Saved data entries:

┌────────

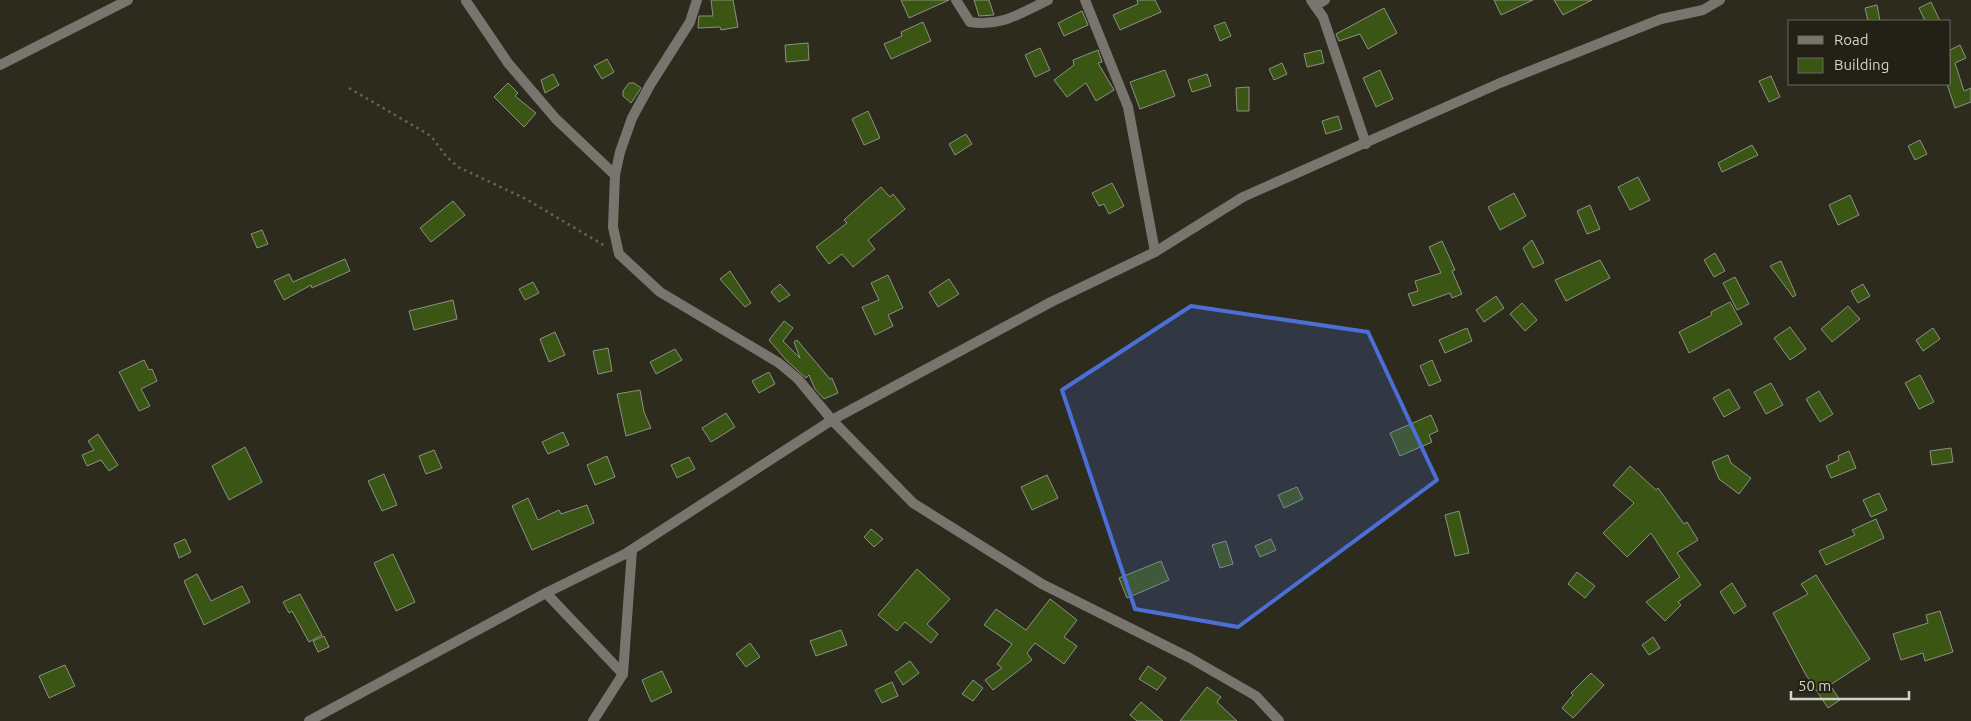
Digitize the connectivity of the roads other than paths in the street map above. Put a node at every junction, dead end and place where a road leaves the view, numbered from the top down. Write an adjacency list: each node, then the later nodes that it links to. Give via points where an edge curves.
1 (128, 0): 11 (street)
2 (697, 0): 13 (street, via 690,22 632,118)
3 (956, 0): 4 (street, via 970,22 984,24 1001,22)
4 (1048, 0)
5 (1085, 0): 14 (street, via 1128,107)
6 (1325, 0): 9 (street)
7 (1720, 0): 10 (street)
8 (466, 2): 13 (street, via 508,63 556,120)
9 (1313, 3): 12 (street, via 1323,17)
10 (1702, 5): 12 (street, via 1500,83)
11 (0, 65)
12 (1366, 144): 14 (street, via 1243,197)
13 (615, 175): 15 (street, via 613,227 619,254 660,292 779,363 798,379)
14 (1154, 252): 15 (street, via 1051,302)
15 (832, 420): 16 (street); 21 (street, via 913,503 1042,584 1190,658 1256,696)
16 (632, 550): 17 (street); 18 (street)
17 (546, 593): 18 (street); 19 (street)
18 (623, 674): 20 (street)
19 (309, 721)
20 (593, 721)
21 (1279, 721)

└────────

Please transcribe all of the records above exactly, leaving out any pictures.

Answer box:
Digitize the connectivity of the roads other than paths in the street map above. Put a node at every junction, dead end and place where a road leaves the view, numbered from the top down. Write an adjacency list: each node, then the later nodes that it links to. Give via points where an edge curves.
1 (128, 0): 11 (street)
2 (697, 0): 13 (street, via 690,22 632,118)
3 (956, 0): 4 (street, via 970,22 984,24 1001,22)
4 (1048, 0)
5 (1085, 0): 14 (street, via 1128,107)
6 (1325, 0): 9 (street)
7 (1720, 0): 10 (street)
8 (466, 2): 13 (street, via 508,63 556,120)
9 (1313, 3): 12 (street, via 1323,17)
10 (1702, 5): 12 (street, via 1500,83)
11 (0, 65)
12 (1366, 144): 14 (street, via 1243,197)
13 (615, 175): 15 (street, via 613,227 619,254 660,292 779,363 798,379)
14 (1154, 252): 15 (street, via 1051,302)
15 (832, 420): 16 (street); 21 (street, via 913,503 1042,584 1190,658 1256,696)
16 (632, 550): 17 (street); 18 (street)
17 (546, 593): 18 (street); 19 (street)
18 (623, 674): 20 (street)
19 (309, 721)
20 (593, 721)
21 (1279, 721)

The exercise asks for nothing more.